## Exercise instructions
How many of the lines below have "unsigned" in them? Say the number and nothing more.

(Dataset items)
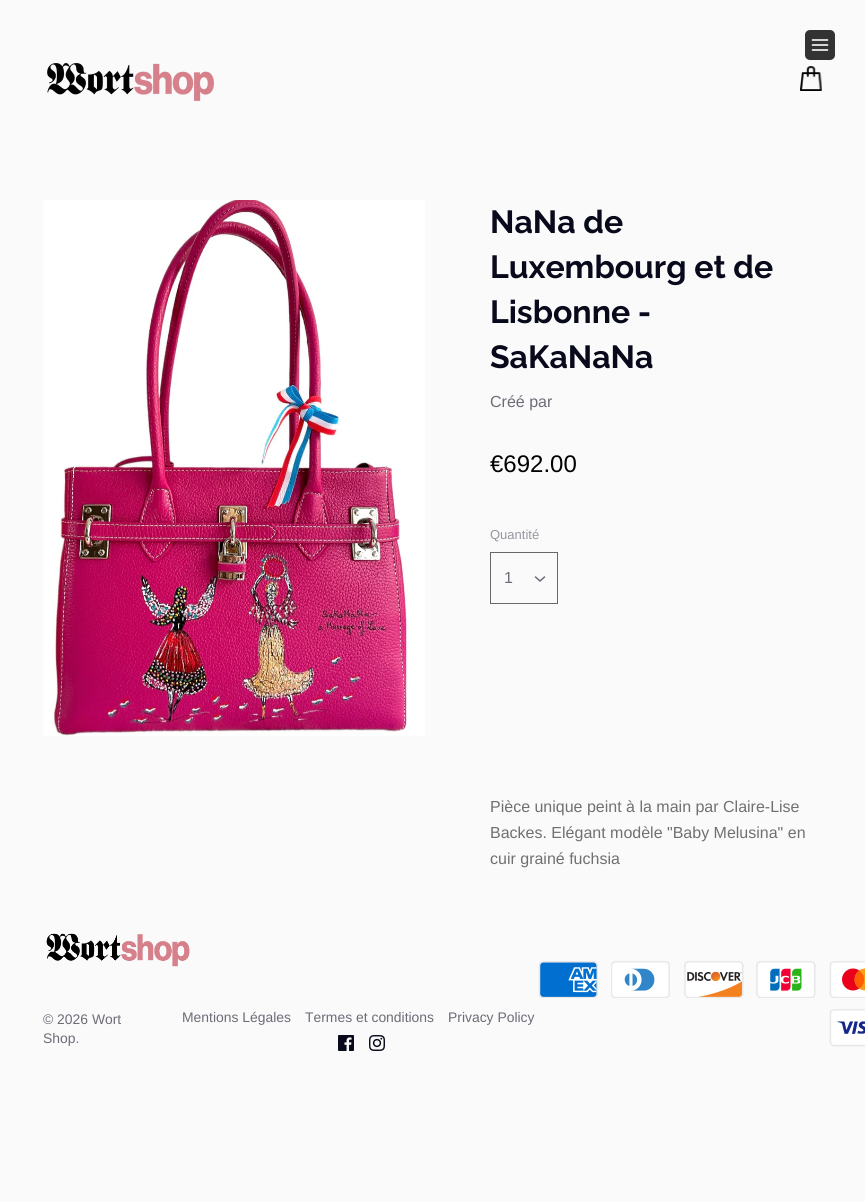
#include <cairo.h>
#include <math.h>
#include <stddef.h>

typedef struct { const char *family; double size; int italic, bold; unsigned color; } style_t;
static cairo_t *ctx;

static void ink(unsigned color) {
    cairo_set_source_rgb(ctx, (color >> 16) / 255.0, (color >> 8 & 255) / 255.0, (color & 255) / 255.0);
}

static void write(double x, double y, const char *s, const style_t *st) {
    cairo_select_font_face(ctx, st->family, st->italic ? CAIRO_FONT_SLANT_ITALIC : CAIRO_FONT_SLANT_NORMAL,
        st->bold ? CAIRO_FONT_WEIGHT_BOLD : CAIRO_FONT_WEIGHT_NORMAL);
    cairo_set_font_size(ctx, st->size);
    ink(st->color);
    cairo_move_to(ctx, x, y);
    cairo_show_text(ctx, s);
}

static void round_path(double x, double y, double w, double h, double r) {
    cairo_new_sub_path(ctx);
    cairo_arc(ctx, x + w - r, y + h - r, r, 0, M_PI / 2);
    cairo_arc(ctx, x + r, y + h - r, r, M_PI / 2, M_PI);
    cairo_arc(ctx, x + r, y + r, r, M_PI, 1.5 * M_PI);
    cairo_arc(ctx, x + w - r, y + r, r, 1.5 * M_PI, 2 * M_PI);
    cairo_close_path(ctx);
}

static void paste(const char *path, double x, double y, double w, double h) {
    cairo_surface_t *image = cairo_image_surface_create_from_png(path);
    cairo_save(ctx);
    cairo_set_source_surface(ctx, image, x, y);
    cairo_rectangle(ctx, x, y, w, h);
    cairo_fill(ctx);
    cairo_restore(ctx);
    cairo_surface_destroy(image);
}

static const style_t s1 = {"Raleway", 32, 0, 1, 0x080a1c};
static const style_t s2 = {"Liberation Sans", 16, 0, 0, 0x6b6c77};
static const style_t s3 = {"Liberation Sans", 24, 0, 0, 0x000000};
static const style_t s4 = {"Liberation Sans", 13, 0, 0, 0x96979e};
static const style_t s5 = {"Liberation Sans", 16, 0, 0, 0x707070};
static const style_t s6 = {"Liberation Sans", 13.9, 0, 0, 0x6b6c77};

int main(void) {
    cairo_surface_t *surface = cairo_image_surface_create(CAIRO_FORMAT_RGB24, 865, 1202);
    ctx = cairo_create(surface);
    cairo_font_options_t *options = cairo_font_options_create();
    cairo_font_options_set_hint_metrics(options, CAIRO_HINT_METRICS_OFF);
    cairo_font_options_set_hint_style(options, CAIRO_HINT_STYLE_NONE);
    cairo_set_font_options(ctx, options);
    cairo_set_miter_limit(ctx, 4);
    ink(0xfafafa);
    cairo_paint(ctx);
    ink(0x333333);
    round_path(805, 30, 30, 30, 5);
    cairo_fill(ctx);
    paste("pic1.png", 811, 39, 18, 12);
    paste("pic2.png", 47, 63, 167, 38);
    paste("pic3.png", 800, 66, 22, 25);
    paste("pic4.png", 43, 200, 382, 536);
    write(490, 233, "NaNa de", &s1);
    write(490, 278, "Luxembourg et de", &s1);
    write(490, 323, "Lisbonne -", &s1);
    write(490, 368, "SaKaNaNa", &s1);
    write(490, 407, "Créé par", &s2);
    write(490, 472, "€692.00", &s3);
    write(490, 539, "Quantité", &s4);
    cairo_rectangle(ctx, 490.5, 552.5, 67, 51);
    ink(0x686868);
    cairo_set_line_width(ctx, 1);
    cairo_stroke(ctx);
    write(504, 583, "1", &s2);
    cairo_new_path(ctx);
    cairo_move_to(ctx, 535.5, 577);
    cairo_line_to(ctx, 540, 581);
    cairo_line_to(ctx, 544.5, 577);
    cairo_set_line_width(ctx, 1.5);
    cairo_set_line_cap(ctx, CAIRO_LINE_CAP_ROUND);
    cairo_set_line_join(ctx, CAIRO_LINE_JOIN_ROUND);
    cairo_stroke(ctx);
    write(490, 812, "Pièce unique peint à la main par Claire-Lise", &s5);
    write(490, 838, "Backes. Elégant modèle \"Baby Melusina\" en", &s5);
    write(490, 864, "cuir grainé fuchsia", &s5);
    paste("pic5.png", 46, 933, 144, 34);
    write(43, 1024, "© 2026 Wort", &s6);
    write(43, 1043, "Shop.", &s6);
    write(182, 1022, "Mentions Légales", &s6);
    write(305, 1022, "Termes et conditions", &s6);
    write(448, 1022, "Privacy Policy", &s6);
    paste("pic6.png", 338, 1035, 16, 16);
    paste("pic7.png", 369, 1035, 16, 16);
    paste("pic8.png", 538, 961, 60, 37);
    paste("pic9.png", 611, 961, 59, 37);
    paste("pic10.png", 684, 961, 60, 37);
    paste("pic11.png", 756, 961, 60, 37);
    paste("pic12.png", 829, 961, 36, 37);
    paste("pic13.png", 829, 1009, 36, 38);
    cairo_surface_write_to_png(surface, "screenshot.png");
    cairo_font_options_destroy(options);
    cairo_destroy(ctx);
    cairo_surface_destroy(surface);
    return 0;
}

## Solved problem
2